# 2.3  Global optimization methods

- In this Section we describe the first approach one might take to approximately minimize an arbitrary function: evaluate the function using a large number of input points and treat the input that provides the lowest function value as the approximate global minimum of the function.  


- This idea mimics how we as humans might find the approximate minimum of a function 'by eye' - i.e., by drawing it and visually identifying its lowest point.  

- While easy to implement and perfectly adequate for functions having low-dimensional input, this naturally zero-order framework fails miserably when the input dimension of a function grows to even moderate size.  


- This happens essentially for the same reason our ability to visually identify an approximate minimum of a function fails once the input size is greater than 2 or 3: the number of inputs to examine simply becomes infeasible.

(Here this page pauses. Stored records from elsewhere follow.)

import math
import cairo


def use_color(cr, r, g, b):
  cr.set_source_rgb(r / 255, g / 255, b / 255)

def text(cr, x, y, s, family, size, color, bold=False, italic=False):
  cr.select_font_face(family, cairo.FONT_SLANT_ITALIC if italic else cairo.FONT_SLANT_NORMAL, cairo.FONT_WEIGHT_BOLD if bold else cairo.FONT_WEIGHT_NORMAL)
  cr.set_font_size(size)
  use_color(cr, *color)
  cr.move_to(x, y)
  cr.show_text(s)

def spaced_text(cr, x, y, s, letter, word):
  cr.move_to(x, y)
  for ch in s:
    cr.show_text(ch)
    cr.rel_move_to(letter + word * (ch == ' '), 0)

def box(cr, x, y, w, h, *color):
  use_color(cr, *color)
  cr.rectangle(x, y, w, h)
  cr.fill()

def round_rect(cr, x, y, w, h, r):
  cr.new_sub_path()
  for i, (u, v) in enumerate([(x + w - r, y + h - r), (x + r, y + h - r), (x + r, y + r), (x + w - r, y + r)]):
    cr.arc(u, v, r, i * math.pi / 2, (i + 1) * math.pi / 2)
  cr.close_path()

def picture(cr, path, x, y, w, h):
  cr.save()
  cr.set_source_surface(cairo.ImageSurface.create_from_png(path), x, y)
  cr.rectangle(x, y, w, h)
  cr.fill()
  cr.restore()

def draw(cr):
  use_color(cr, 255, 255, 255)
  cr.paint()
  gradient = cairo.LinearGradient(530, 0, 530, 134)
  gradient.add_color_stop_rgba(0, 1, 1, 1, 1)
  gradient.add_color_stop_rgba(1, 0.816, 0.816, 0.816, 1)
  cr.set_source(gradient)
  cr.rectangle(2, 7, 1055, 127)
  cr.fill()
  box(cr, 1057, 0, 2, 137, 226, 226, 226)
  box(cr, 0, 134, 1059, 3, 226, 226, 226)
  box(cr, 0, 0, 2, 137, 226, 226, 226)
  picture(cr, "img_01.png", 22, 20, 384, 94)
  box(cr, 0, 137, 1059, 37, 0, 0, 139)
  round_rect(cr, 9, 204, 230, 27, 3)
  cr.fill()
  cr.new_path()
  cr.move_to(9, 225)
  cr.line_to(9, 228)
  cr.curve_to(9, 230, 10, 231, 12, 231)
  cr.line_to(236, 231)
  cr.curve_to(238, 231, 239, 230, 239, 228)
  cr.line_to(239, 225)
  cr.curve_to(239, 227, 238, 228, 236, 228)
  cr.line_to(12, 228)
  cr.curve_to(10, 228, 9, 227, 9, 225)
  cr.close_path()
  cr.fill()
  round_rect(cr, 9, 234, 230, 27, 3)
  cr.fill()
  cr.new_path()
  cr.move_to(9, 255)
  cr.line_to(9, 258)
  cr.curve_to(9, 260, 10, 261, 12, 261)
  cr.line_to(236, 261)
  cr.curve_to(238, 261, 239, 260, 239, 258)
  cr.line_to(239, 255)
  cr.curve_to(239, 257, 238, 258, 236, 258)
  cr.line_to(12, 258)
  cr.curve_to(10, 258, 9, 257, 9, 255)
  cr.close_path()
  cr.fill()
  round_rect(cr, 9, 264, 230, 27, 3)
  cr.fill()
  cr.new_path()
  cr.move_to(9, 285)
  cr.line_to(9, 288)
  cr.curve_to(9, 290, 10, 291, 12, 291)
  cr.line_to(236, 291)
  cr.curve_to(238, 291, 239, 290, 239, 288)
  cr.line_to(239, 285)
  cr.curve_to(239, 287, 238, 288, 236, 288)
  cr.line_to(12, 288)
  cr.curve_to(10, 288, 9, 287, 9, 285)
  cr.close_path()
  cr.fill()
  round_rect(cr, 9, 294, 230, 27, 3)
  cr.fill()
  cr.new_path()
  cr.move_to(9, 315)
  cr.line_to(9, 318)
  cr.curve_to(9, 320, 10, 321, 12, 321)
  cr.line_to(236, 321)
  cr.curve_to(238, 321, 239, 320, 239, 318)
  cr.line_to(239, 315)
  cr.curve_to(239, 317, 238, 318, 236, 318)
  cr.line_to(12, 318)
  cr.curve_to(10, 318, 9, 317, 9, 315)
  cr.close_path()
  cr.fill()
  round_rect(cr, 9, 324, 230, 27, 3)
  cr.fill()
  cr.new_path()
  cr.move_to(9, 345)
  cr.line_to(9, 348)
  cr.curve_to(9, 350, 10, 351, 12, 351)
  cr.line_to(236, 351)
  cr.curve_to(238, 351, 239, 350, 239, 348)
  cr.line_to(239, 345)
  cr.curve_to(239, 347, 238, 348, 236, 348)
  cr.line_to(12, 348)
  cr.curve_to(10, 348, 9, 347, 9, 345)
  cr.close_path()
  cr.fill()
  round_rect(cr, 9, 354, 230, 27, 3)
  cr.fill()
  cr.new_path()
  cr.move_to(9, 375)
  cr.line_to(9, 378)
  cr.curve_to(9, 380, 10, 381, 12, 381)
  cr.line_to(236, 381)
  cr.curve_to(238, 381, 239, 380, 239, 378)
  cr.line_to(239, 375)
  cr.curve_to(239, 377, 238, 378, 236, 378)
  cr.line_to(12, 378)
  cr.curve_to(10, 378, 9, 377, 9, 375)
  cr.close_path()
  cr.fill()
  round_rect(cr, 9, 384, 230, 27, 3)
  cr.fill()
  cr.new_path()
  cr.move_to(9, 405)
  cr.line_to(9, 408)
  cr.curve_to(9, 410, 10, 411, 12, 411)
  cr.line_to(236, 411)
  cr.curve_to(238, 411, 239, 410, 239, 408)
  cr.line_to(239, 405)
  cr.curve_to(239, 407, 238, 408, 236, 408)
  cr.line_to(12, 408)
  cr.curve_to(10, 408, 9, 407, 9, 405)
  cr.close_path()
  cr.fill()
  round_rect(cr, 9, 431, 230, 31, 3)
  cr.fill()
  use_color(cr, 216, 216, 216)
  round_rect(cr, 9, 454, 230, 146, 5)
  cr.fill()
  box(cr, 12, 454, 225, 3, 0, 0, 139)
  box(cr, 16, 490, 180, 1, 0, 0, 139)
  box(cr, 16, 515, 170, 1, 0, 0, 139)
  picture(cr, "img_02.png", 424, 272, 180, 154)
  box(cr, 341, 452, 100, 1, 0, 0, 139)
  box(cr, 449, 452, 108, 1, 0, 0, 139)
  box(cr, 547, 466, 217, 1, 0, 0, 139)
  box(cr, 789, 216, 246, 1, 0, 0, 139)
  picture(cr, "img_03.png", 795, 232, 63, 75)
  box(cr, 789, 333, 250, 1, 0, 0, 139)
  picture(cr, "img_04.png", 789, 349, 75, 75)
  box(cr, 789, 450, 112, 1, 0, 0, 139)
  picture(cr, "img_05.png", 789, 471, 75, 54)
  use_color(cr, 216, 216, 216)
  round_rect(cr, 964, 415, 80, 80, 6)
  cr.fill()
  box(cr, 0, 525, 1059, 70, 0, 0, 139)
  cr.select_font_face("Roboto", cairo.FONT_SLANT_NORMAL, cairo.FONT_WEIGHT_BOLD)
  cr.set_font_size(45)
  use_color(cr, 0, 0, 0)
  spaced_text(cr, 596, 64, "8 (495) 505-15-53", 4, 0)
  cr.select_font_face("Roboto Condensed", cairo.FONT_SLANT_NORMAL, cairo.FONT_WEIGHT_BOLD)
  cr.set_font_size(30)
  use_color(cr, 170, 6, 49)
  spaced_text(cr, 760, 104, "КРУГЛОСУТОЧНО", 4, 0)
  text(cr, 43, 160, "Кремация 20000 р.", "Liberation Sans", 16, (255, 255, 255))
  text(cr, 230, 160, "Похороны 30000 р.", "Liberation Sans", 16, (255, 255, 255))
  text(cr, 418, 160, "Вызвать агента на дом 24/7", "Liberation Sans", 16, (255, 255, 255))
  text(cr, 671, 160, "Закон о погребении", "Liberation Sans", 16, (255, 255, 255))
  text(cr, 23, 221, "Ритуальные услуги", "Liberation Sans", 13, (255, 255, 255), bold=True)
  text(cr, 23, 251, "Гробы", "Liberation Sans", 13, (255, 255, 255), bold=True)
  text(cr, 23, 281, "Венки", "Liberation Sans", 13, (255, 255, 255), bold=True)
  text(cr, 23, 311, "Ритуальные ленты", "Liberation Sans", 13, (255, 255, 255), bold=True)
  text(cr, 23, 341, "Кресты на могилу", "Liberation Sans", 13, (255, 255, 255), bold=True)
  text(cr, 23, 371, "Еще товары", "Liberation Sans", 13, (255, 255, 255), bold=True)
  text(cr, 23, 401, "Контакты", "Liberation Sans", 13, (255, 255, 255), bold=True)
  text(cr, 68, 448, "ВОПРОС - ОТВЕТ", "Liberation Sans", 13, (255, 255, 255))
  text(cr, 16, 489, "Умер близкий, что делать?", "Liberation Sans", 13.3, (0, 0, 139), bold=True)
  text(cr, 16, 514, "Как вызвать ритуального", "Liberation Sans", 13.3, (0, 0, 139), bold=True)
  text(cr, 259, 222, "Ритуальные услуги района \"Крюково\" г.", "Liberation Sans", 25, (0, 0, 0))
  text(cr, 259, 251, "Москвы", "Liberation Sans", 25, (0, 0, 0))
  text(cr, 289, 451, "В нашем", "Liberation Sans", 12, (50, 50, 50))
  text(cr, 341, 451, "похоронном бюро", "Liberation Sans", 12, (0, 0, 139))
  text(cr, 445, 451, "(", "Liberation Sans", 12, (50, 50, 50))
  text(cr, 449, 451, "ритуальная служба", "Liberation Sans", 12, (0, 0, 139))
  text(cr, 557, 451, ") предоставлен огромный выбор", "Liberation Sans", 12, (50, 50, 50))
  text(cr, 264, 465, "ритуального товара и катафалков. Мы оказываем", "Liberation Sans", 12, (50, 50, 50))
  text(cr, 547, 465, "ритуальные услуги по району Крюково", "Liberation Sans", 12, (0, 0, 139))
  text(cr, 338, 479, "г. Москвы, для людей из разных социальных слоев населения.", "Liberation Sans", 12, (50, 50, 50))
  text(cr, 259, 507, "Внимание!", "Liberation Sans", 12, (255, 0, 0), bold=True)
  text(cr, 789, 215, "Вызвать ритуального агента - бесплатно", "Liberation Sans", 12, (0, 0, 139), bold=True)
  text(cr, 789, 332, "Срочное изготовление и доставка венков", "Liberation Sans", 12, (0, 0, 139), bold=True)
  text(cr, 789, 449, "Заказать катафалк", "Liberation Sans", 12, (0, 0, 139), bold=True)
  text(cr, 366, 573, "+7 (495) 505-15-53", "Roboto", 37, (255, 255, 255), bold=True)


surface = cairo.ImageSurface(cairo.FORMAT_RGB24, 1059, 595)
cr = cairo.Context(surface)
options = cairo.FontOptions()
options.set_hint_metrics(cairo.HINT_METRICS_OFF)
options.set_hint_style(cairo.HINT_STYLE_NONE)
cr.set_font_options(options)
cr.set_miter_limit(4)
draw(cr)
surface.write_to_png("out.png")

- You can toggle the code on and off in this presentation via the button below.

In [1]:
from IPython.display import HTML

HTML('''<script>
code_show=true; 
function code_toggle() {
 if (code_show){
 $('div.input').hide();
 } else {
 $('div.input').show();
 }
 code_show = !code_show
} 
$( document ).ready(code_toggle);
</script>
<form action="javascript:code_toggle()"><input type="submit" value="Click here to toggle on/off the raw code."></form>''')

In [1]:
## This code cell will not be shown in the HTML version of this notebook
# imports from custom library
import sys
sys.path.append('../../')
import matplotlib.pyplot as plt
from mlrefined_libraries import basics_library as baslib
from mlrefined_libraries import calculus_library as calib
from mlrefined_libraries import math_optimization_library as optlib
import autograd.numpy as np

# This is needed to compensate for matplotlib notebook's tendancy to blow up images when plotted inline
%matplotlib notebook
from matplotlib import rcParams
rcParams['figure.autolayout'] = True

## Choosing input points

- To determine the smallest point of a function taking in one or two inputs we - as humans - can simply draw the function and determine 'by eye' where the smallest point lies.  

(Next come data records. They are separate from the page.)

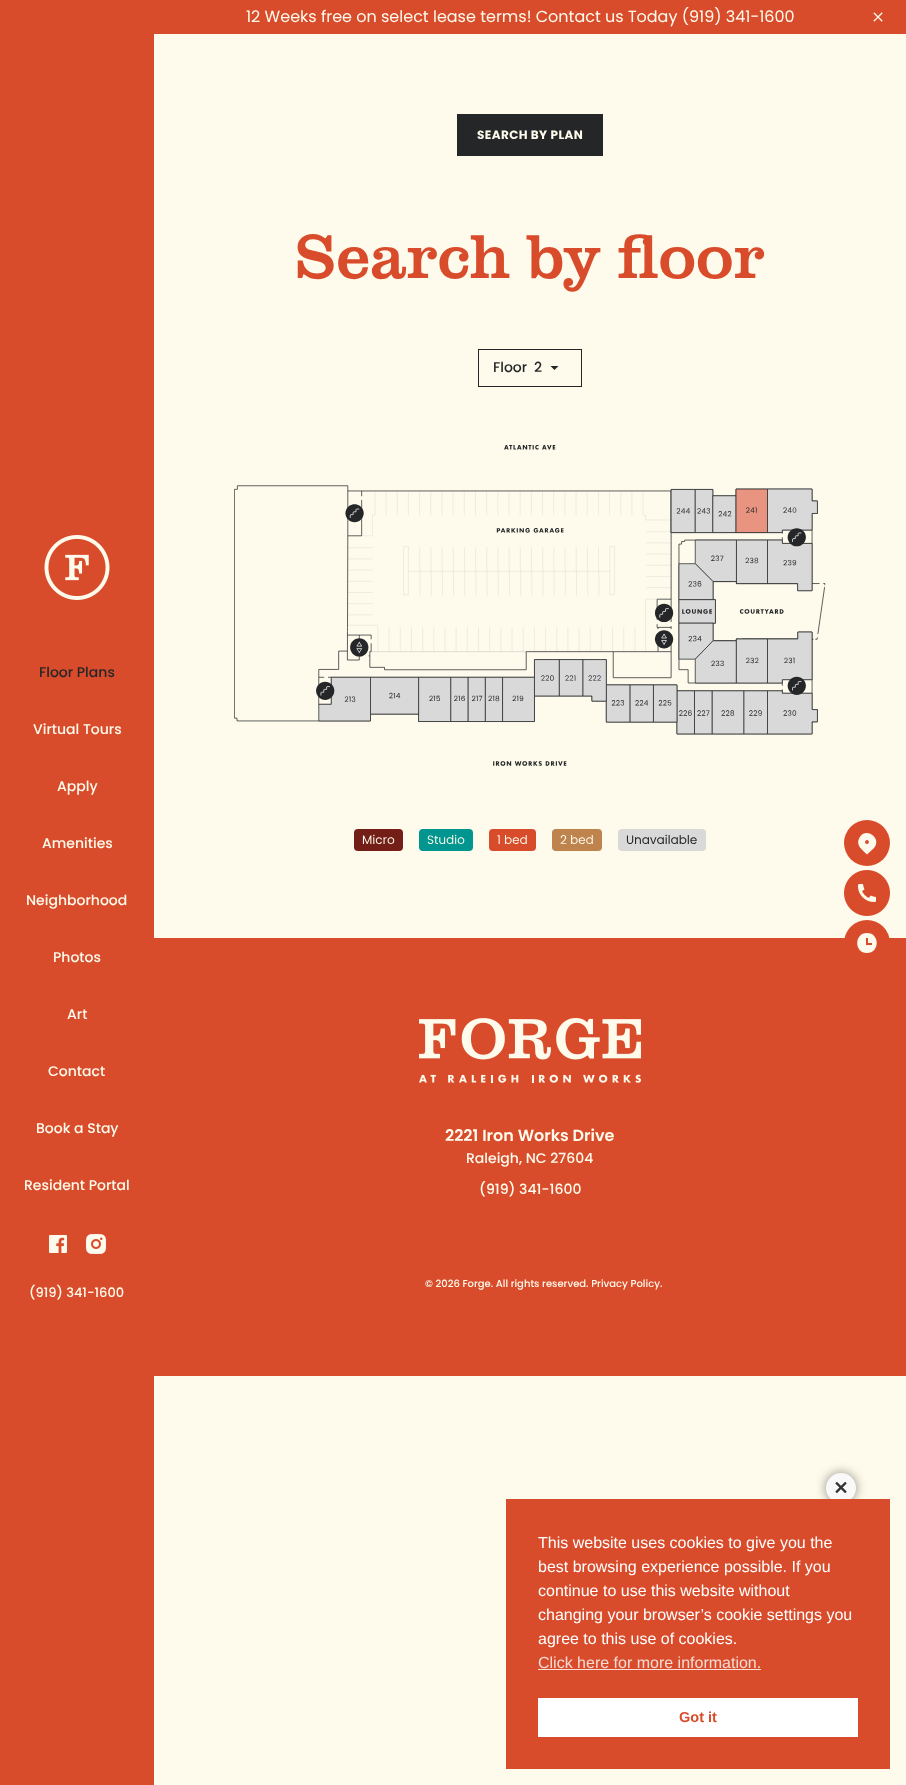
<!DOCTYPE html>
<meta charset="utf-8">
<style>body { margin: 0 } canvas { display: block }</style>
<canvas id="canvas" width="906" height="1785"></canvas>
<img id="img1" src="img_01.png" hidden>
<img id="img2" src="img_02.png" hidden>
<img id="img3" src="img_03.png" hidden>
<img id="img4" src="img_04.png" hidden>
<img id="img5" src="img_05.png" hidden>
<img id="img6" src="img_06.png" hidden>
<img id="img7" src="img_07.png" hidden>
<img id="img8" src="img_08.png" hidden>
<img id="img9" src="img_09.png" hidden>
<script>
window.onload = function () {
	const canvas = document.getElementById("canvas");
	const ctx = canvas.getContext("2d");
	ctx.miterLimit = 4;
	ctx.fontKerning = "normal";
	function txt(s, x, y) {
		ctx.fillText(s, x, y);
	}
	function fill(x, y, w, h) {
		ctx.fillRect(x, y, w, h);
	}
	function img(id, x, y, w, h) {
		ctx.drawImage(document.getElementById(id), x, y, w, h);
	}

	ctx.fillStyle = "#FEFBEC";
	fill(0, 0, 906, 1785);
	ctx.fillStyle = "#D94C2B";
	fill(0, 0, 154, 1785);
	img("img1", 44, 535, 66, 65);
	img("img2", 49, 1235, 18, 18);
	img("img3", 86, 1234, 20, 20);
	fill(154, 0, 752, 34);
	img("img4", 873, 12, 10, 10);
	ctx.fillStyle = "#242628";
	fill(457, 114, 146, 42);
	ctx.strokeStyle = "#242628";
	ctx.strokeRect(478.5, 349.5, 103, 37);
	ctx.beginPath();
	ctx.moveTo(554.5, 370);
	ctx.lineTo(550.5, 366);
	ctx.lineTo(558.5, 366);
	ctx.closePath();
	ctx.fill();
	img("img5", 234, 445, 592, 321);
	img("img6", 354, 829, 352, 22);
	ctx.fillStyle = "#D94C2B";
	fill(154, 938, 752, 438);
	img("img7", 419, 1018, 222, 65);
	ctx.beginPath();
	ctx.arc(867, 843, 23, 0, Math.PI * 2);
	ctx.fill();
	ctx.fillStyle = "#FEFBEC";
	ctx.beginPath();
	ctx.moveTo(873.5, 848.5);
	ctx.lineTo(867, 854.5);
	ctx.bezierCurveTo(862.5, 850, 855, 845, 859.5, 837.5);
	ctx.bezierCurveTo(866, 826, 883, 839, 873.5, 848.5);
	ctx.closePath();
	ctx.moveTo(867, 844);
	ctx.bezierCurveTo(869.5, 844, 869.5, 840, 867, 840);
	ctx.bezierCurveTo(864.5, 840, 864.5, 844, 867, 844);
	ctx.closePath();
	ctx.fill();
	img("img8", 844, 870, 46, 46);
	ctx.fillStyle = "#D94C2B";
	ctx.beginPath();
	ctx.arc(867, 943, 23, 0, Math.PI * 2);
	ctx.fill();
	ctx.fillStyle = "#FEFBEC";
	ctx.beginPath();
	ctx.moveTo(867, 953);
	ctx.bezierCurveTo(854, 953, 854, 933, 867, 933);
	ctx.bezierCurveTo(880, 933, 880, 953, 867, 953);
	ctx.closePath();
	ctx.moveTo(868, 943);
	ctx.lineTo(868, 938);
	ctx.lineTo(866, 938);
	ctx.lineTo(866, 945);
	ctx.lineTo(872, 945);
	ctx.lineTo(872, 943);
	ctx.closePath();
	ctx.fill();
	ctx.fillStyle = "rgba(0, 0, 0, 0.45)";
	ctx.filter = "blur(5.5px)";
	ctx.beginPath();
	ctx.roundRect(826, 1473, 30, 30, 15);
	ctx.fill();
	ctx.filter = "none";
	ctx.fillStyle = "#F9F9F9";
	ctx.beginPath();
	ctx.arc(841, 1488, 15, 0, Math.PI * 2);
	ctx.fill();
	img("img9", 835, 1481, 12, 13);
	ctx.fillStyle = "#D94C2B";
	fill(506, 1499, 384, 270);
	ctx.fillStyle = "#F7DBD5";
	fill(538, 1669, 223, 1);
	ctx.fillStyle = "#FFFFFF";
	fill(538, 1698, 320, 39);
	ctx.font = "500 14px Poppins";
	ctx.fillStyle = "#242628";
	txt("Floor Plans", 39, 677);
	ctx.fillStyle = "#FEFBEC";
	txt("Virtual Tours", 33, 734);
	txt("Apply", 57, 791);
	txt("Amenities", 42, 848);
	txt("Neighborhood", 26, 905);
	txt("Photos", 53, 962);
	txt("Art", 67, 1019);
	txt("Contact", 48, 1076);
	txt("Book a Stay", 36, 1133);
	txt("Resident Portal", 24, 1190);
	ctx.font = "500 13px Poppins";
	txt("(919) 341-1600", 29, 1297);
	ctx.font = "16px Poppins";
	txt("12 Weeks free on select lease terms! Contact us Today (919) 341-1600", 246, 22);
	ctx.letterSpacing = "0.4px";
	ctx.font = "bold 12px Poppins";
	txt("SEARCH BY PLAN", 477, 139);
	ctx.letterSpacing = "0px";
	ctx.font = "64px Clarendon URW";
	ctx.fillStyle = "#D94C2B";
	txt("Search by floor", 295, 278);
	ctx.font = "500 14px Poppins";
	ctx.fillStyle = "#242628";
	txt("Floor", 493, 372);
	txt("2", 534, 372);
	ctx.font = "600 16px Poppins";
	ctx.fillStyle = "#FEFBEC";
	txt("2221 Iron Works Drive", 445, 1141);
	ctx.font = "500 14px Poppins";
	txt("Raleigh, NC 27604", 466, 1163);
	txt("(919) 341-1600", 479, 1194);
	ctx.font = "500 10px Poppins";
	txt("© 2026 Forge. All rights reserved. Privacy Policy.", 425, 1287);
	ctx.font = "16px Liberation Sans";
	ctx.fillStyle = "#FFFFFF";
	txt("This website uses cookies to give you the", 538, 1548);
	txt("best browsing experience possible. If you", 538, 1572);
	txt("continue to use this website without", 538, 1596);
	txt("changing your browser’s cookie settings you", 538, 1620);
	txt("agree to this use of cookies.", 538, 1644);
	ctx.fillStyle = "#F7DBD5";
	txt("Click here for more information.", 538, 1668);
	ctx.font = "bold 14.5px Liberation Sans";
	ctx.fillStyle = "#D94C2B";
	txt("Got it", 679, 1722);
};
</script>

- We can mimic this visual approach by simply evaluating a function over a large number of its input points and designating the input that provides the smallest result as our approximate global minimum.  


- This approach is called a *global optimization method*.  


- How do we choose the inputs to try out with a generic function?  

- We clearly cannot try them all - even for a single-input function - since there are (technically speaking) an infinite number of points to try for any continuous function.  


- So - as one might guess - we can take two approaches to choosing our (finite) set of input points to test: we can sample them *uniformly* over an evenly spaced grid, or pick the same number of input points at random.  


- We illustrate both choices in the example below.

#### <span style="color:#a50e3e;">Example. </span> Evaluating a quadratic to determine its minimum

- Here we illustrate two sampling methods for finding the global minimum of simple 2-d and 3-d quadratic functions

\begin{array}
\
g(w) = w^2 + 0.2\\
g(w_1,w_2) = w_1^2 + w_2^2 + 0.2
\end{array}



- The former has global minimum at $w = 0$, and the latter at $\mathbf{w} =\begin{bmatrix} w_1 \\ w_2  \end{bmatrix} =  \begin{bmatrix} 0 \\ 0  \end{bmatrix}$.  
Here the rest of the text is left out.